[EXTRACTED DATA — start]

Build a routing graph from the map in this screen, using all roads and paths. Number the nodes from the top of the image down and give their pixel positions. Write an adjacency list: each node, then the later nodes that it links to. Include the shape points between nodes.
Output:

[EXTRACTED DATA — finish]
[EXTRACTED DATA — start]

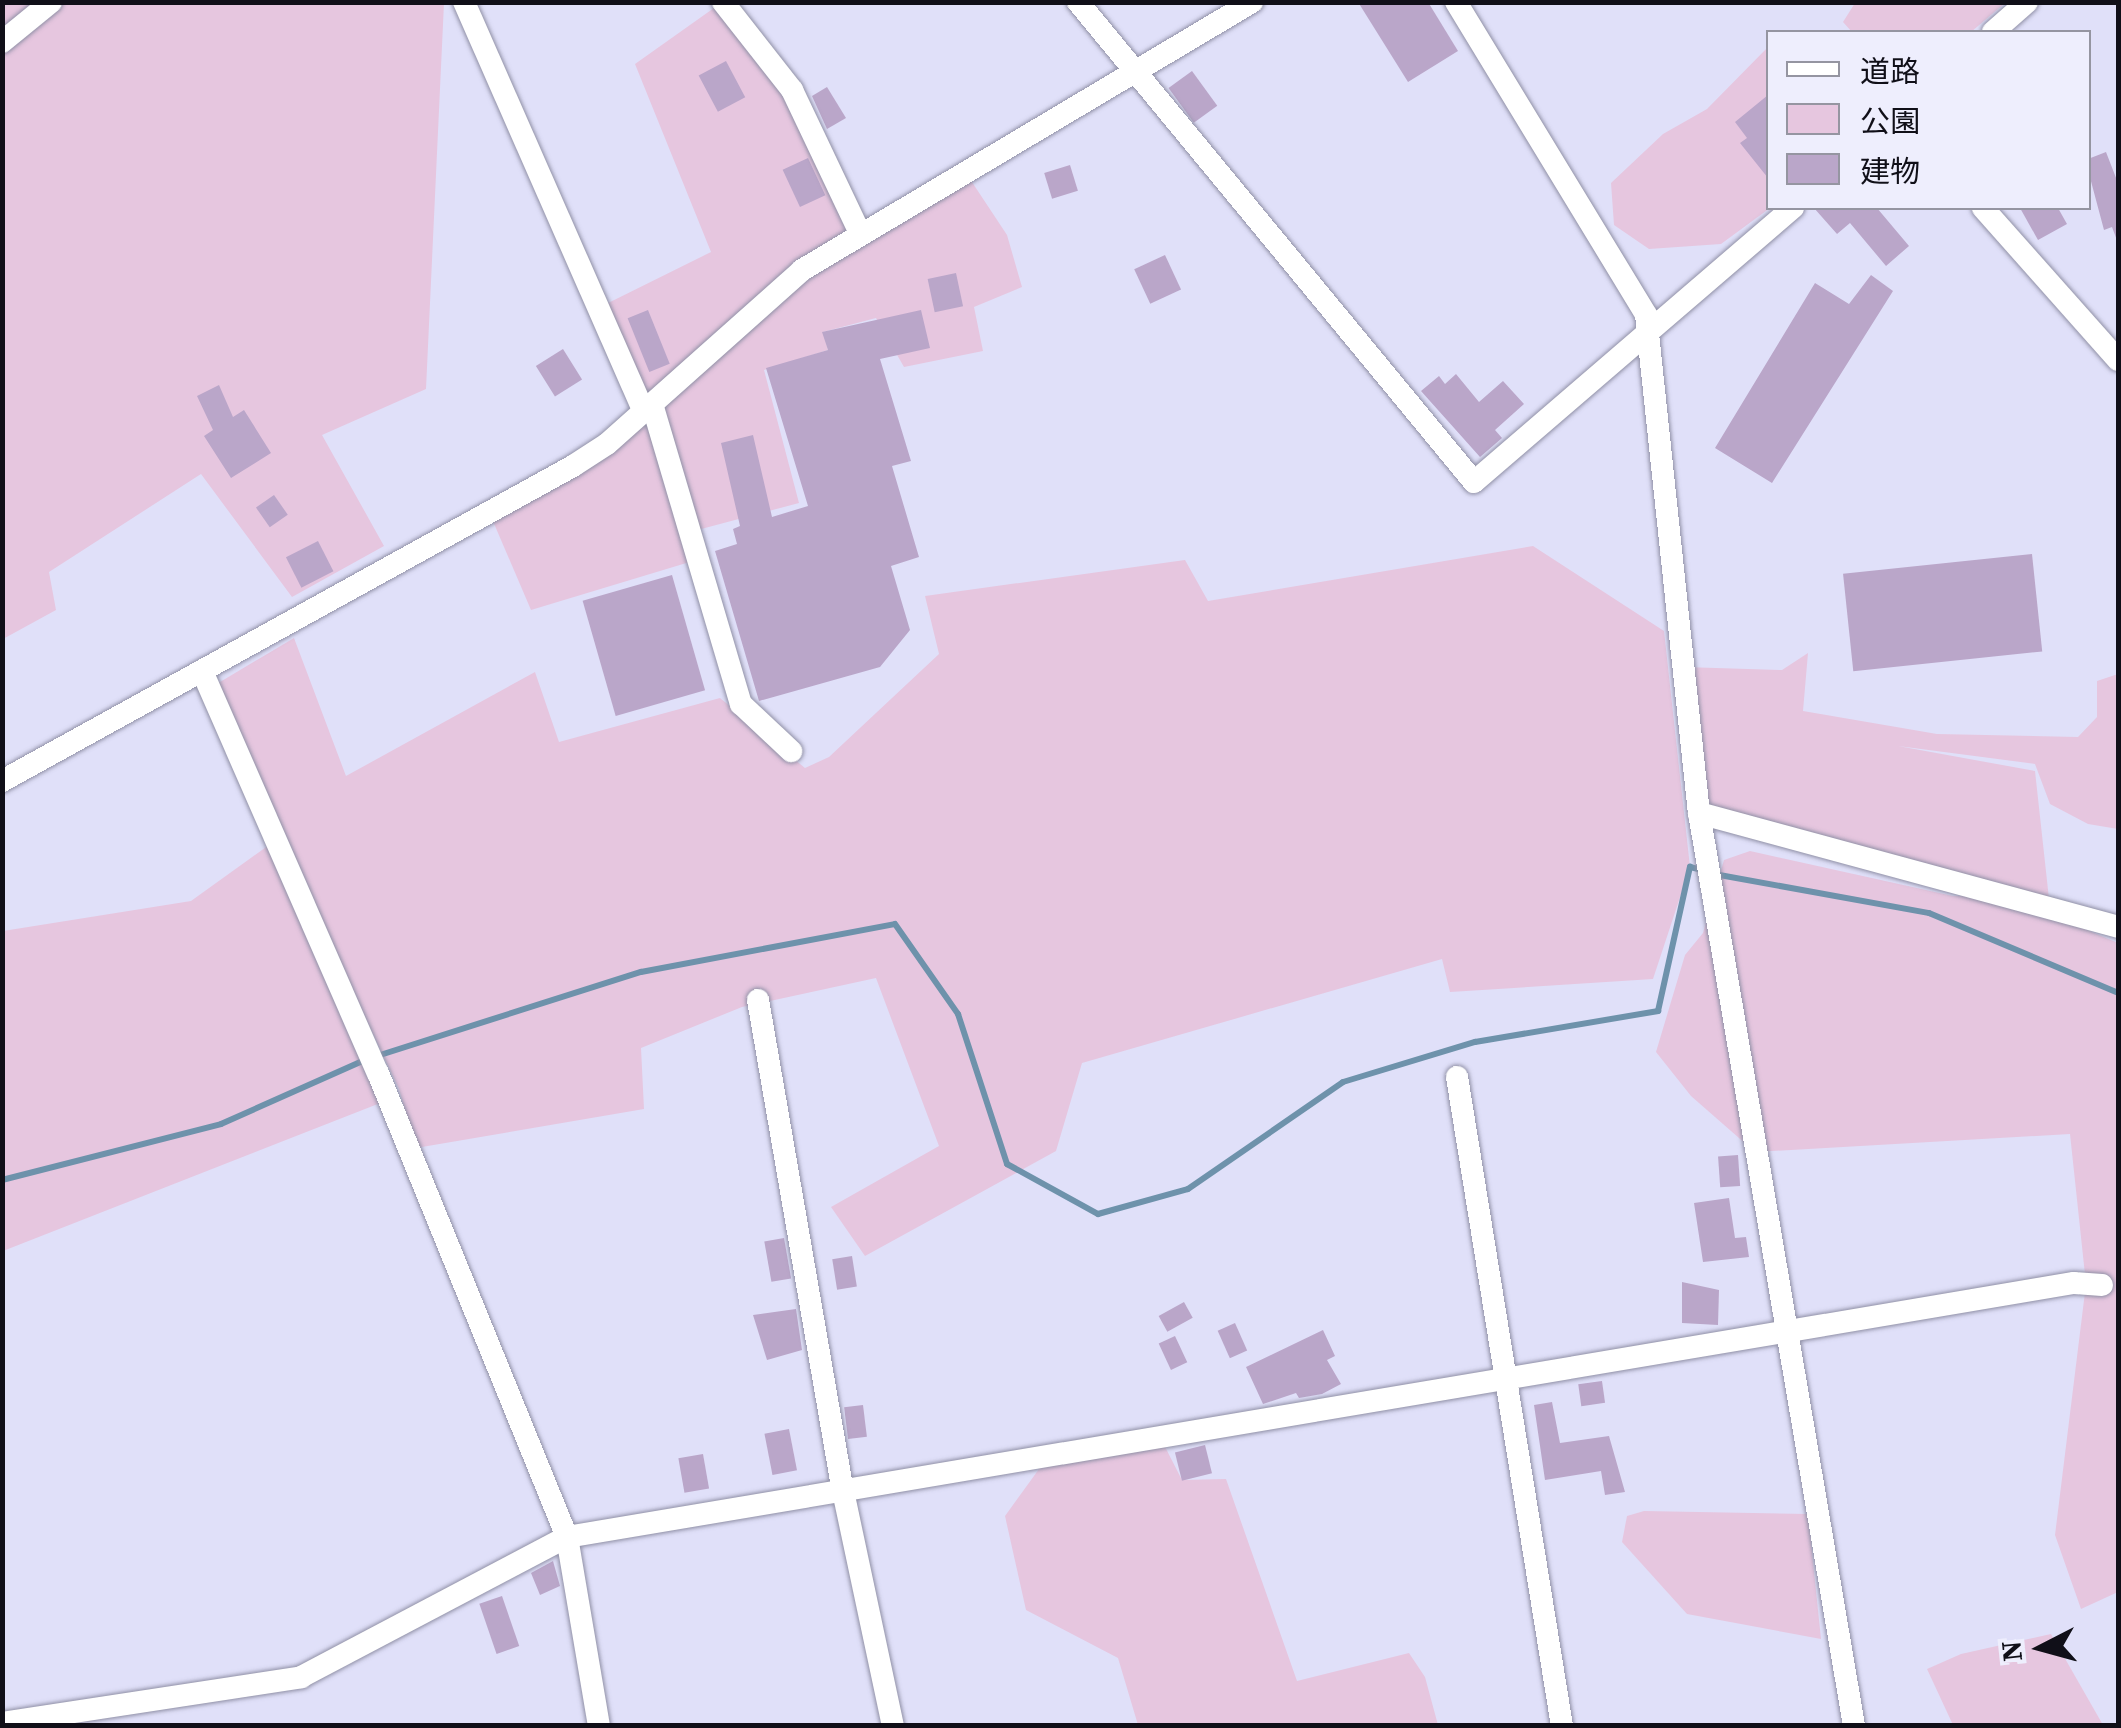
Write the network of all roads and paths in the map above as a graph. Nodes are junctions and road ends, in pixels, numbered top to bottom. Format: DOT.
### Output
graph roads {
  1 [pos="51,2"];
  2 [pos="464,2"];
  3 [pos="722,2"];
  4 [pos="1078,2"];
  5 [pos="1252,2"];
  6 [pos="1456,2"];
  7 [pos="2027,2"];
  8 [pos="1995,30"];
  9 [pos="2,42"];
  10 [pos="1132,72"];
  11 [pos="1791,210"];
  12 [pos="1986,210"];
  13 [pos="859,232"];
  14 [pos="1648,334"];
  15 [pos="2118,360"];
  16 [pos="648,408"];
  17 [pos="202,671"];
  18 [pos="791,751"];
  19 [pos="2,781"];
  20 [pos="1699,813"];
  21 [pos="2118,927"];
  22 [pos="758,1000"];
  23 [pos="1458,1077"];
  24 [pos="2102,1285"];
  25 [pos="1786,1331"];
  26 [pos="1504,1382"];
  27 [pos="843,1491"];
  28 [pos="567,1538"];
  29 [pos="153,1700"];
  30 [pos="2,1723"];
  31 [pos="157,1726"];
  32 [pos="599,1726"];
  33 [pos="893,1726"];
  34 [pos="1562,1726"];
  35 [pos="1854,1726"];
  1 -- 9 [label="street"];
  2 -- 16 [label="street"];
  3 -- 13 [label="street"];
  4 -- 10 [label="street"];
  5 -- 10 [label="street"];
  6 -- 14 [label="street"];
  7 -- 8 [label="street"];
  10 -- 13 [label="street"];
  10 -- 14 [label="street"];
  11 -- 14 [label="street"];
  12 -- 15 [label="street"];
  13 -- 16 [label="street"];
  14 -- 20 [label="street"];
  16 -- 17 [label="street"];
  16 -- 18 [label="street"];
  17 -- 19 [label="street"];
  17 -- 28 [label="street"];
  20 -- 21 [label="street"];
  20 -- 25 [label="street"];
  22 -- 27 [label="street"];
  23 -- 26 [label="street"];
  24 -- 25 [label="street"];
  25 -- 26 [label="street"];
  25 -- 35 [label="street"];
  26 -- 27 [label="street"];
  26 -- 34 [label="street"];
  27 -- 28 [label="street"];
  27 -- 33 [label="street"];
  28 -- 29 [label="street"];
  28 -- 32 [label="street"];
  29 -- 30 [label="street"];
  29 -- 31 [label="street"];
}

[EXTRACTED DATA — finish]

Nothing but a number is expected: how many lines in the listing above contain "paths"?

* COMPLETED EXERCISE *
2